Hello all,
I recently noticed that Npgsql didn't perform well in a high demand environment (a site that has many users and huge spikes in traffic every now and then).
I discovered that the cause of the issue was that the connection pool distributed connectors in no particular order.
Say you have two web requests that are called at about the same time and each request makes 4 DB calls. I'll call the DB calls 1A, 1B, 1C and 1D for the first web request and 2A, 2B, 2C and 2D for the 2nd web request.
Let's say the DB operations try to grab connectors from the pool in this order 1A 2A 1B 2B 1C 2C 1D and 2D, the connectors might actually end up being distributed in the following order 1A 1B 1C 2A 1D 2B 2C 2D.
In the above example 1B and 1C got connectors before 2A got one.
In a high demand environment where there are many threads (web requests) simultaneously making DB calls, 2A might end up waiting for a very long time while other threads are handed connectors even though 2A made its request before those other threads. This often leads to an artificial time out.
What's worse is that all successful DB calls made within a web request are wasted if a subsequent DB call times out. The web request only succeeds when all DB calls within that web request are successful.

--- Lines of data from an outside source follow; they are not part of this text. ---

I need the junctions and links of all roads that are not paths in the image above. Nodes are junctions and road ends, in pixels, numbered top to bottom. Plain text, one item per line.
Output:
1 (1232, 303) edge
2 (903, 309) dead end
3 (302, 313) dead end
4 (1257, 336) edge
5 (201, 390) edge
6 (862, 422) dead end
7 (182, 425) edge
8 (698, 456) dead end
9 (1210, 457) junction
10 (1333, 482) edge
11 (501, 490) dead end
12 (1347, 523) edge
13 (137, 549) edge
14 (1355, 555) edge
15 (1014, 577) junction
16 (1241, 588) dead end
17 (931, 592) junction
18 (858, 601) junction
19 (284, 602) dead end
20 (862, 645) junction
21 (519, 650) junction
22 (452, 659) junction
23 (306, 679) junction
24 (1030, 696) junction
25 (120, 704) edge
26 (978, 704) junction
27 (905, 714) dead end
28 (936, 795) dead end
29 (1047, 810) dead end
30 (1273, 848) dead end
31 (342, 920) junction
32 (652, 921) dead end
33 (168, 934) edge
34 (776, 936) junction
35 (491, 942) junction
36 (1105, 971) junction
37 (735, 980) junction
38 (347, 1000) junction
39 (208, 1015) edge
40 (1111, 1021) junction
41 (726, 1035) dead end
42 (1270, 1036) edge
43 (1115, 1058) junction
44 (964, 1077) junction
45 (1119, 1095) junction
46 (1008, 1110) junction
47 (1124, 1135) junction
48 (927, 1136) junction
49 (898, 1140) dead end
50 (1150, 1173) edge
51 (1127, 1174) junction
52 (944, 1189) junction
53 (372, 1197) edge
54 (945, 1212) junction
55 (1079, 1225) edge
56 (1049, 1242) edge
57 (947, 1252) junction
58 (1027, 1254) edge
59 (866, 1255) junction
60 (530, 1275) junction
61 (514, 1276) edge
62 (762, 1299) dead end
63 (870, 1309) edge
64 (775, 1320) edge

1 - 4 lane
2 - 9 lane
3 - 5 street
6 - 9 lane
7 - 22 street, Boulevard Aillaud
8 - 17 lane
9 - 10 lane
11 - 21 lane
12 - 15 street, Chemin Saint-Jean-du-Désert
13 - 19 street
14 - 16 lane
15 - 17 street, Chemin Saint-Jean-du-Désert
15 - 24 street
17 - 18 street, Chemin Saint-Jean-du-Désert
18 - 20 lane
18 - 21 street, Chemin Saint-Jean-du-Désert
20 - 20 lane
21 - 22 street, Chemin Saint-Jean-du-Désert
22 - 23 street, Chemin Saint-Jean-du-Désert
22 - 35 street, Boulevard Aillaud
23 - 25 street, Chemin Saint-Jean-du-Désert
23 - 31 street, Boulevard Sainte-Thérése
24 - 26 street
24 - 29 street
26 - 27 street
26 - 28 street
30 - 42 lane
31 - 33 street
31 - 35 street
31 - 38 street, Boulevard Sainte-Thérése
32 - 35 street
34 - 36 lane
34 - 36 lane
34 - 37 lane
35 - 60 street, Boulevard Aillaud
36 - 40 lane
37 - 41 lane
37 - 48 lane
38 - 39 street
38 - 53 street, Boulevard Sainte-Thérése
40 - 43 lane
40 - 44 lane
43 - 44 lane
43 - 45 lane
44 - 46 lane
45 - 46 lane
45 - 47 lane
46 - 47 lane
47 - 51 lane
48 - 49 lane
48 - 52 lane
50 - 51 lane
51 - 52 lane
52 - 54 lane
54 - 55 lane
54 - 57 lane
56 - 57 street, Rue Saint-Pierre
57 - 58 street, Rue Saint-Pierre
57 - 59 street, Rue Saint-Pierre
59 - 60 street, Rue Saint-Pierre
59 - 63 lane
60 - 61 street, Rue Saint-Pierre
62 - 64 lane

The fix to this problem is to queue up requests for connectors and process them one by one.
Another issue is that I saw my server application run into a stackoverflow exception and go down.
It didn't happen very often (It has only happened three times) but it's still a cause of concern.
I'm not sure what caused it but I suspect the recursion in GetPooledConnector() might be to blame.
Even if that's not the cause, it's safer to convert the recursion into an iterative loop since all sorts of code depend on this library.
I've created Pull Requests 178 and 182 to resolve this issues.
Thanks,
Sunny